June 18, 2025
Why Employer Brand Matters: A Strategic Guide for University Recruiting Leaders
What is the Point of an Employer Brand?
Employer brand isn’t just a recruitment buzzword. It’s the collective impression candidates have of your company as a workplace. While your consumer brand is about how people perceive your products or services, your employer brand answers a different question: “Do I want to work there?”
The purpose of an employer brand is to influence that decision. It communicates your culture, values, and what candidates can expect from the employee experience. A strong employer brand helps you stand out in a noisy hiring market, builds trust with prospective candidates, and creates alignment between what you promise and what employees experience.
Does an Employer Brand Really Matter When it Comes to Hiring?
In short: yes.
Employer brand influences every stage of the candidate journey. It shapes who applies, how quickly they engage, and how confident they feel in accepting offers. Veris Insights research shows that when Gen Z, in particular, evaluates employers, brand-level perceptions come before role details. Even with competitive compensation, candidates hesitate to apply if the brand feels unclear or misaligned with what they value most. In contrast, a strong employer brand helps candidates feel a sense of fit before they even enter the pipeline.
An employer brand that is aligned with student values drives outcomes. Candidates who rate an employer’s brand highly are significantly more likely to apply, advance through interviews, and accept offers. These candidates are also more likely to refer others and stay long-term.
Negative brand perceptions carry weight as well. When companies make public statements that feel misaligned or performative, candidate interest drops. According to Veris Insights research, 23% of candidates say that a company’s public commentary on social or political issues decreased their interest in applying. While value alignment still matters, performative messaging or controversy can harm an employer’s brand perception.
While many Gen Z candidates care deeply about how companies demonstrate their values, they also want transparency. A company that over-promises or appears disingenuous may struggle to convert these candidates into hires.

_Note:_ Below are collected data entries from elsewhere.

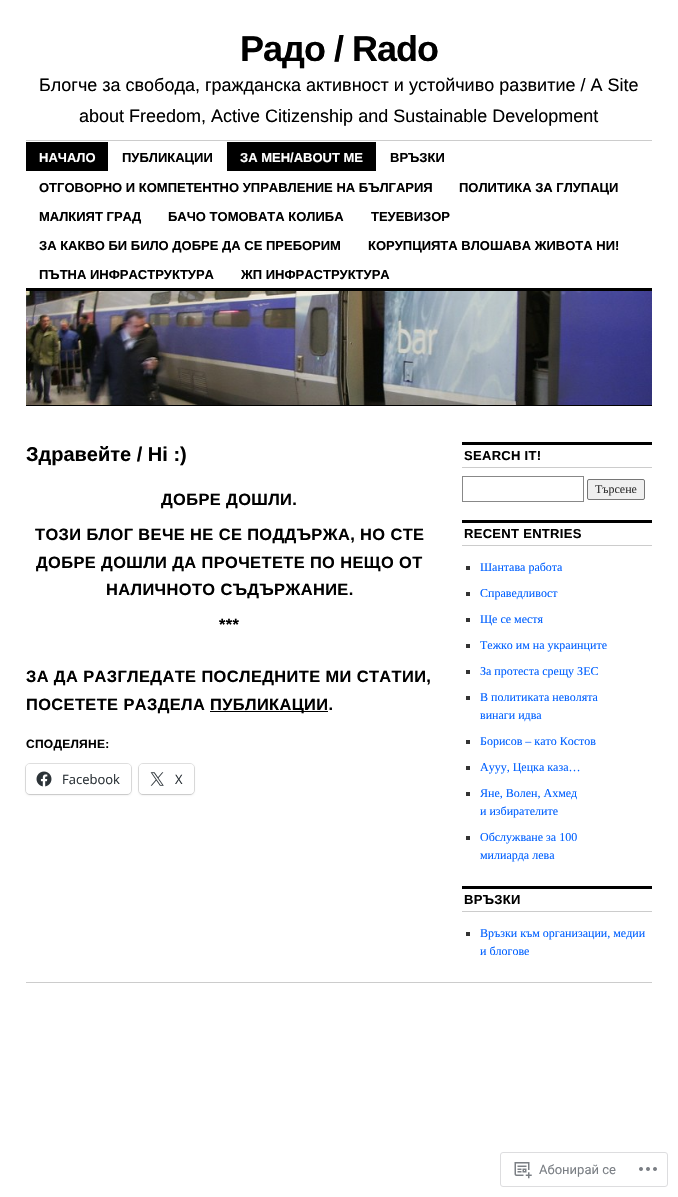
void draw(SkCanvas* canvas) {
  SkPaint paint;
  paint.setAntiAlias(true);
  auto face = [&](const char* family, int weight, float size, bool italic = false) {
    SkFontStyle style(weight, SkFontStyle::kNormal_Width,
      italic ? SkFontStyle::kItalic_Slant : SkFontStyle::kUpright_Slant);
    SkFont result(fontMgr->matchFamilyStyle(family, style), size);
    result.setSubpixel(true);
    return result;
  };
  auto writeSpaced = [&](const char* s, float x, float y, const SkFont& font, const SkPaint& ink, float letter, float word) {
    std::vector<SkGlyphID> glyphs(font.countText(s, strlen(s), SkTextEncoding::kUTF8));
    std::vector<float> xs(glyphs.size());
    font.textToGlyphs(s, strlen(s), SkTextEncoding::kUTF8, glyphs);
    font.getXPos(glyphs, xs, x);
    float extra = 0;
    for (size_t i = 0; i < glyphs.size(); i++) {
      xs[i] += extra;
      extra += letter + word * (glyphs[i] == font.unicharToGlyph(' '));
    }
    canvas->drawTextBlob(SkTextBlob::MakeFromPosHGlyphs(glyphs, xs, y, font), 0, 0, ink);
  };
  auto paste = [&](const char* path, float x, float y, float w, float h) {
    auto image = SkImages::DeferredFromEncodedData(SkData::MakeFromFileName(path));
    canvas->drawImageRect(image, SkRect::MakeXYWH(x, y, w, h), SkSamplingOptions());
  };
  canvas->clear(0xffffffff);
  {
    const struct { float x, y, w, h; SkColor color; } items[] = {
      {26, 140, 626, 1, 0xffcccccc},
      {26, 142, 82, 29, 0xff000000},
      {227, 142, 149, 29, 0xff000000},
      {26, 288, 626, 3, 0xff000000},
    };
    for (auto [x, y, w, h, color] : items) {
      paint.setColor(color);
      canvas->drawRect(SkRect::MakeXYWH(x, y, w, h), paint);
    }
  }
  paste("img/1.png", 26, 291, 626, 114);
  canvas->drawRect(SkRect::MakeXYWH(26, 405, 626, 1), paint);
  canvas->drawRect(SkRect::MakeXYWH(210, 711, 118, 1), paint);
  paint.setStroke(true);
  paint.setStrokeWidth(1);
  paint.setColor(0xffe0e0e0);
  canvas->drawRoundRect(SkRect::MakeXYWH(25.5f, 763.5f, 106, 31), 4.5f, 4.5f, paint);
  paint.setStroke(false);
  paint.setColor(0x1f000000);
  paint.setMaskFilter(SkMaskFilter::MakeBlur(kNormal_SkBlurStyle, 1));
  canvas->drawRoundRect(SkRect::MakeXYWH(26, 765, 105, 30), 4, 4, paint);
  paint.setMaskFilter(nullptr);
  paint.setColor(0xffffffff);
  canvas->drawRoundRect(SkRect::MakeXYWH(26, 764, 105, 30), 4, 4, paint);
  paste("img/2.png", 36, 771, 16, 16);
  paint.setStroke(true);
  paint.setColor(0xffe0e0e0);
  canvas->drawRoundRect(SkRect::MakeXYWH(138.5f, 763.5f, 56, 31), 4.5f, 4.5f, paint);
  paint.setStroke(false);
  paint.setColor(0x1f000000);
  paint.setMaskFilter(SkMaskFilter::MakeBlur(kNormal_SkBlurStyle, 1));
  canvas->drawRoundRect(SkRect::MakeXYWH(139, 765, 55, 30), 4, 4, paint);
  paint.setMaskFilter(nullptr);
  paint.setColor(0xffffffff);
  canvas->drawRoundRect(SkRect::MakeXYWH(139, 764, 55, 30), 4, 4, paint);
  paste("img/3.png", 150, 772, 14, 14);
  paint.setColor(0xff000000);
  canvas->drawRect(SkRect::MakeXYWH(462, 442, 190, 3), paint);
  paint.setColor(0xffcccccc);
  canvas->drawRect(SkRect::MakeXYWH(462, 467, 190, 1), paint);
  paint.setStroke(true);
  paint.setColor(0xff888888);
  canvas->drawRect(SkRect::MakeXYWH(462.5f, 476.5f, 121, 25), paint);
  paint.setStroke(false);
  paint.setColor(0xffefefef);
  canvas->drawRoundRect(SkRect::MakeXYWH(587.5f, 479.5f, 57, 20), 1.5f, 1.5f, paint);
  paint.setStroke(true);
  paint.setColor(0xff767676);
  canvas->drawRoundRect(SkRect::MakeXYWH(587.5f, 479.5f, 57, 20), 1.5f, 1.5f, paint);
  paint.setStroke(false);
  {
    const struct { float x, y, w, h; SkColor color; } items[] = {
      {462, 520, 190, 3, 0xff000000},
      {462, 545, 190, 1, 0xffcccccc},
      {466, 566, 4, 4, 0xff333333},
      {466, 592, 4, 4, 0xff333333},
      {466, 618, 4, 4, 0xff333333},
      {466, 644, 4, 4, 0xff333333},
      {466, 670, 4, 4, 0xff333333},
      {466, 696, 4, 4, 0xff333333},
      {466, 740, 4, 4, 0xff333333},
      {466, 766, 4, 4, 0xff333333},
      {466, 792, 4, 4, 0xff333333},
      {466, 836, 4, 4, 0xff333333},
      {462, 886, 190, 3, 0xff000000},
      {462, 911, 190, 1, 0xffcccccc},
      {466, 932, 4, 4, 0xff333333},
      {26, 982, 626, 1, 0xffcccccc},
    };
    for (auto [x, y, w, h, color] : items) {
      paint.setColor(color);
      canvas->drawRect(SkRect::MakeXYWH(x, y, w, h), paint);
    }
  }
  paint.setStroke(true);
  paint.setColor(0xffdddddf);
  canvas->drawRoundRect(SkRect::MakeXYWH(500.5f, 1152.5f, 167, 34), 2.5f, 2.5f, paint);
  paste("img/4.png", 514, 1162, 18, 17);
  paste("img/5.png", 639, 1167, 18, 4);
  auto f0 = face("Liberation Sans", 700, 36);
  paint.setStroke(false);
  paint.setColor(0xff000000);
  writeSpaced("Радо / Rado", 240, 61, f0, paint, -1, 0);
  auto f1 = face("Liberation Sans", 400, 18);
  canvas->drawString("Блогче за свобода, гражданска активност и устойчиво развитие / A Site", 39, 91, f1, paint);
  canvas->drawString("about Freedom, Active Citizenship and Sustainable Development", 79, 122, f1, paint);
  auto f2 = face("Liberation Sans", 700, 13);
  paint.setColor(0xffffffff);
  canvas->drawString("НАЧАЛО", 39, 162, f2, paint);
  paint.setColor(0xff000000);
  canvas->drawString("ПУБЛИКАЦИИ", 122, 162, f2, paint);
  paint.setColor(0xffffffff);
  canvas->drawString("ЗА МЕН/ABOUT ME", 240, 162, f2, paint);
  paint.setColor(0xff000000);
  {
    const struct { const char* s; float x, y; } items[] = {
      {"ВРЪЗКИ", 390, 162},
      {"ОТГОВОРНО И КОМПЕТЕНТНО УПРАВЛЕНИЕ НА БЪЛГАРИЯ", 39, 192},
      {"ПОЛИТИКА ЗА ГЛУПАЦИ", 459, 192},
      {"МАЛКИЯТ ГРАД", 39, 221},
      {"БАЧО ТОМОВАТА КОЛИБА", 168, 221},
      {"ТЕУЕВИЗОР", 371, 221},
      {"ЗА КАКВО БИ БИЛО ДОБРЕ ДА СЕ ПРЕБОРИМ", 39, 250},
      {"КОРУПЦИЯТА ВЛОШАВА ЖИВОТА НИ!", 368, 250},
      {"ПЪТНА ИНФРАСТРУКТУРА", 39, 279},
      {"ЖП ИНФРАСТРУКТУРА", 241, 279},
    };
    for (auto [s, x, y] : items) {
      canvas->drawString(s, x, y, f2, paint);
    }
  }
  auto f3 = face("Liberation Sans", 700, 20);
  canvas->drawString("Здравейте / Hi :)", 26, 461, f3, paint);
  auto f4 = face("Liberation Sans", 700, 16.4f);
  {
    const struct { const char* s; float x, y; } items[] = {
      {"ДОБРЕ ДОШЛИ.", 161, 505},
      {"ТОЗИ БЛОГ ВЕЧЕ НЕ СЕ ПОДДЪРЖА, НО СТЕ", 35, 540},
      {"ДОБРЕ ДОШЛИ ДА ПРОЧЕТЕТЕ ПО НЕЩО ОТ", 36, 568},
      {"НАЛИЧНОТО СЪДЪРЖАНИЕ.", 106, 595},
      {"***", 219, 630},
      {"ЗА ДА РАЗГЛЕДАТЕ ПОСЛЕДНИТЕ МИ СТАТИИ,", 26, 682},
      {"ПОСЕТЕТЕ РАЗДЕЛА", 26, 710},
      {"ПУБЛИКАЦИИ.", 210, 710},
    };
    for (auto [s, x, y] : items) {
      writeSpaced(s, x, y, f4, paint, 0.4f, 0);
    }
  }
  auto f5 = face("Liberation Sans", 700, 12);
  writeSpaced("СПОДЕЛЯНЕ:", 26, 748, f5, paint, 0.25f, 0);
  auto f6 = face("Open Sans", 400, 13);
  paint.setColor(0xff2c3338);
  canvas->drawString("Facebook", 62, 784, f6, paint);
  canvas->drawString("X", 175, 784, f6, paint);
  paint.setColor(0xff000000);
  writeSpaced("SEARCH IT!", 464, 460, f2, paint, 0.3f, 0);
  auto f7 = face("Liberation Serif", 400, 12);
  paint.setColor(0xff333333);
  canvas->drawString("Търсене", 595, 493, f7, paint);
  paint.setColor(0xff000000);
  writeSpaced("RECENT ENTRIES", 464, 538, f2, paint, 0.3f, 0);
  paint.setColor(0xff0060ff);
  {
    const struct { const char* s; float x, y; } items[] = {
      {"Шантава работа", 480, 571},
      {"Справедливост", 480, 597},
      {"Ще се местя", 480, 623},
      {"Тежко им на украинците", 480, 649},
      {"За протеста срещу ЗЕС", 480, 675},
      {"В политиката неволята", 480, 701},
      {"винаги идва", 480, 719},
      {"Борисов – като Костов", 480, 745},
      {"Аууу, Цецка каза…", 480, 771},
      {"Яне, Волен, Ахмед", 480, 797},
      {"и избирателите", 480, 815},
      {"Обслужване за 100", 480, 841},
      {"милиарда лева", 480, 859},
    };
    for (auto [s, x, y] : items) {
      canvas->drawString(s, x, y, f7, paint);
    }
  }
  paint.setColor(0xff000000);
  writeSpaced("ВРЪЗКИ", 464, 904, f2, paint, 0.3f, 0);
  paint.setColor(0xff0060ff);
  canvas->drawString("Връзки към организации, медии", 480, 937, f7, paint);
  canvas->drawString("и блогове", 480, 955, f7, paint);
  auto f8 = face("Roboto", 400, 13);
  paint.setColor(0xff7b7f85);
  canvas->drawString("Абонирай се", 539, 1174, f8, paint);
}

Benefits of Having a Strong Employer Brand
A strong employer brand supports every part of the hiring process. It helps teams build trust with candidates, reduce inefficiencies, and create lasting impressions that go beyond one open role.
Attracting and Hiring Top Talent Faster
A clear brand helps candidates picture themselves at your company. When they feel a sense of alignment, they are more likely to apply and move through interviews with interest and confidence.
This familiarity speeds up hiring. Candidates already understand your values and work environment. Instead of needing to convince them to value your company as a whole, the focus shifts to confirming that the position they are applying for is a mutual fit.
Lowering Recruiting Costs
Employer brand clarity helps reduce unnecessary outreach and repetitive conversations. It also cuts down on misaligned applicants and gives recruiters more time to focus on qualified individuals.
A recognizable employer brand improves the reach of unpaid efforts. LinkedIn, employee referrals, and your career site begin to carry more weight when candidates trust what they see. This shift brings down spend and supports long-term recruiting goals.
Becoming an Employer of Choice
When candidates actively want to work for you, the hiring process changes. They arrive more engaged, curious, and ready to say yes to the right role.
A strong employer brand creates that interest. It gives candidates a reason to follow your company and come back when future opportunities open up. This kind of loyalty is harder to build through job descriptions alone.
What Impacts a Student’s Perception of an Employer’s Brand?
Candidates evaluate employer brand through experience and observation. Messaging alone doesn’t carry the full weight. Their perception comes from what they read, who they talk to, and how the organization shows up consistently.
As noted above, the top three factors students consider when evaluating an employer’s brand are:
- Compensation and benefits
- Work-life balance
- Career advancement
When evaluating these factors, candidates want to see how employees are treated and how internal mobility plays out in real scenarios. For sourcing these insights, LinkedIn is the most-used channel. Glassdoor, Reddit, and employer websites also play a large role.
Investing in Employer Brand Will Drive Savings in Recruitment and Retention
A strong employer brand doesn’t stop at hiring. It helps teams close offers, increase referrals, and lower turnover. It sets clear expectations early, which leads to stronger engagement later.
With Early Career candidates, especially, strong employer brand shapes confidence. It helps them feel secure in choosing your company, showing them what to expect, and helping them to imagine a future inside your organization. Over time, that alignment reduces mis-hires and improves retention.